Collected data entries:

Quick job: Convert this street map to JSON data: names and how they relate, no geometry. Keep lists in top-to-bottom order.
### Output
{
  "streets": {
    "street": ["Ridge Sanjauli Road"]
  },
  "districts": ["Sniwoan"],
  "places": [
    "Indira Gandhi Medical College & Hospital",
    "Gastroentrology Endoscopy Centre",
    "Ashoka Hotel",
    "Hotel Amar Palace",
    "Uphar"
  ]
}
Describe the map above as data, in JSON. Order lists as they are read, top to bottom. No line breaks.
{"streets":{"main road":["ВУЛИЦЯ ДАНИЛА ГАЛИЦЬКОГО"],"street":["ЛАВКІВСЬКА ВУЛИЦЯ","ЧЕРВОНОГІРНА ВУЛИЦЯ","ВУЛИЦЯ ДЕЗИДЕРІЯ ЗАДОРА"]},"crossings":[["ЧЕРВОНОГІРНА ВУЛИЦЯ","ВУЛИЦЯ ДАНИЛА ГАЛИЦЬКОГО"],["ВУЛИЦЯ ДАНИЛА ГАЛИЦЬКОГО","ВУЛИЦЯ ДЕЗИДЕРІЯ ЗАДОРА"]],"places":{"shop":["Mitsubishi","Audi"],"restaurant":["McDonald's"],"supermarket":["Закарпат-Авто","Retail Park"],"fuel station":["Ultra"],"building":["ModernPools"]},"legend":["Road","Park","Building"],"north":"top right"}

**Task requirements**
Copy every record exactly, leaving each line intact.

**Response to the exercise**
Quick job: Convert this street map to JSON data: names and how they relate, no geometry. Keep lists in top-to-bottom order.
### Output
{
  "streets": {
    "street": ["Ridge Sanjauli Road"]
  },
  "districts": ["Sniwoan"],
  "places": [
    "Indira Gandhi Medical College & Hospital",
    "Gastroentrology Endoscopy Centre",
    "Ashoka Hotel",
    "Hotel Amar Palace",
    "Uphar"
  ]
}
Describe the map above as data, in JSON. Order lists as they are read, top to bottom. No line breaks.
{"streets":{"main road":["ВУЛИЦЯ ДАНИЛА ГАЛИЦЬКОГО"],"street":["ЛАВКІВСЬКА ВУЛИЦЯ","ЧЕРВОНОГІРНА ВУЛИЦЯ","ВУЛИЦЯ ДЕЗИДЕРІЯ ЗАДОРА"]},"crossings":[["ЧЕРВОНОГІРНА ВУЛИЦЯ","ВУЛИЦЯ ДАНИЛА ГАЛИЦЬКОГО"],["ВУЛИЦЯ ДАНИЛА ГАЛИЦЬКОГО","ВУЛИЦЯ ДЕЗИДЕРІЯ ЗАДОРА"]],"places":{"shop":["Mitsubishi","Audi"],"restaurant":["McDonald's"],"supermarket":["Закарпат-Авто","Retail Park"],"fuel station":["Ultra"],"building":["ModernPools"]},"legend":["Road","Park","Building"],"north":"top right"}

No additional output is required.